The buildings, streets, bikes, colleges – everything was secondary to this great relief: poetry!
I’m already excited about going to Cambridge and comparing it to Oxford. Maybe Cambridge is a little less tourist-y? We’ll see. I’m now on a train to Plymouth but will probably hop off in Exeter to take a look around there. I put the philosophy book aside for now and read Carol Ann Duffy’s “Rapture” – a work of poetry I can highly recommend and will read from cover to cover.
‘cause if you read this book and nod all the way through, if you love like this, it is right and it should be enough. Sometimes it isn’t though. But I hope you’ll find this. You’re cut out for it.
I just realized: I have less than 2 weeks left in the UK. It’s surreal. Even though almost all of the others are already home – it does feel strange to leave this country for good. It is my country now. I claim it. Its grassy hills, its stony coast, small cottages and lovely people now constitute my home as well.

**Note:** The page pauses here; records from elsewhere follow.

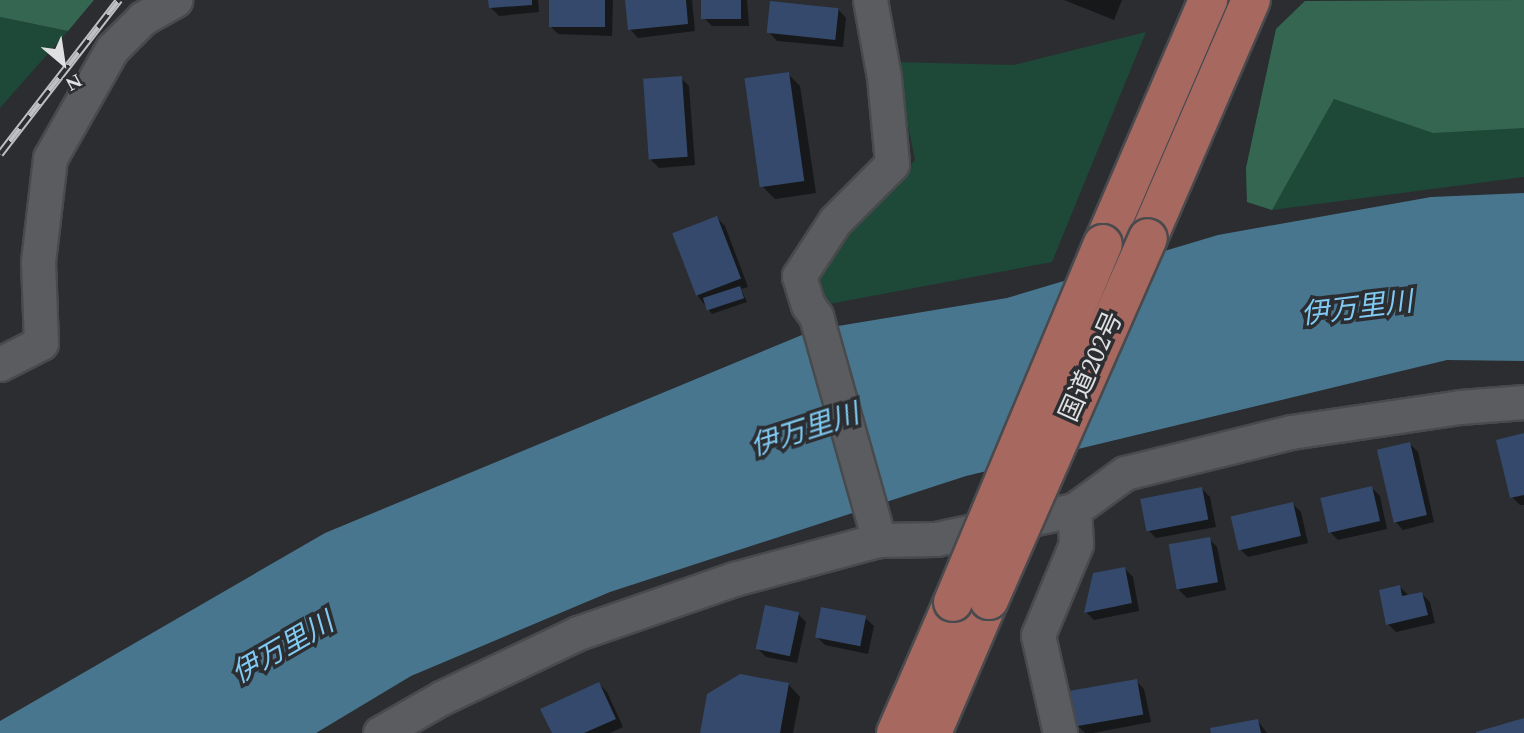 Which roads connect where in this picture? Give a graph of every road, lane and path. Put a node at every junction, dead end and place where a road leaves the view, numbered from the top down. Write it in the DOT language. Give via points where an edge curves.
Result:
graph roads {
  1 [pos="175,0"];
  2 [pos="870,0"];
  3 [pos="1208,0"];
  4 [pos="1251,0"];
  5 [pos="0,364"];
  6 [pos="1524,402"];
  7 [pos="1074,510"];
  8 [pos="879,540"];
  9 [pos="971,601"];
  10 [pos="380,733"];
  11 [pos="896,733"];
  12 [pos="932,733"];
  13 [pos="1060,733"];
  1 -- 5 [label="street" via="143,18 112,49 50,158 38,262 41,343"];
  2 -- 8 [label="street" via="884,77 892,164 835,221 799,276 816,316"];
  3 -- 9 [label="highway, 国道202号, bridge" via="1103,244"];
  4 -- 9 [label="highway, 国道202号, bridge" via="1148,238"];
  6 -- 7 [label="street" via="1291,432 1125,473"];
  7 -- 8 [label="street" via="936,539"];
  7 -- 13 [label="street" via="1076,544 1038,635"];
  8 -- 10 [label="street" via="734,579 578,633 441,698"];
  9 -- 11 [label="highway, 国道202号"];
  9 -- 12 [label="highway, 国道202号"];
}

After months spent in North Wales one things becomes more apparent with every mile I travel: I am falling for South England. It has me thinking of Denmark and summer holidays, back when I was young and silly (only silly now ;)). It makes me miss home. Home being Germany, not necessarily Saxony-Anhalt, more Brandenburg really, with its fields and small rivers and forests.
And the rain. The rain is our coat. It’s draped over our summer burns like a blanket and we lie on the ground staring up in disbelief, while faint music still proclaims what we can feel a little less now: We are flames. Burning.
Plymouth has the most pleasant rain ever. It is the heaviest drizzle I’ve ever seen and it soaks everything through and through. The hostel is occupied by Germans and Austrians – mostly older people who wander along the coast. I’m not really sure what Plymouth has to offer. On a rainy Sunday afternoon like this, it lies dead and tired on the coast. On big screens they show Formula 1, but nobody is watching, they are all busy with the rainy Sunday afternoon routine: staying in, lazing around, watching TV, making love.
I like it here. I like everything today.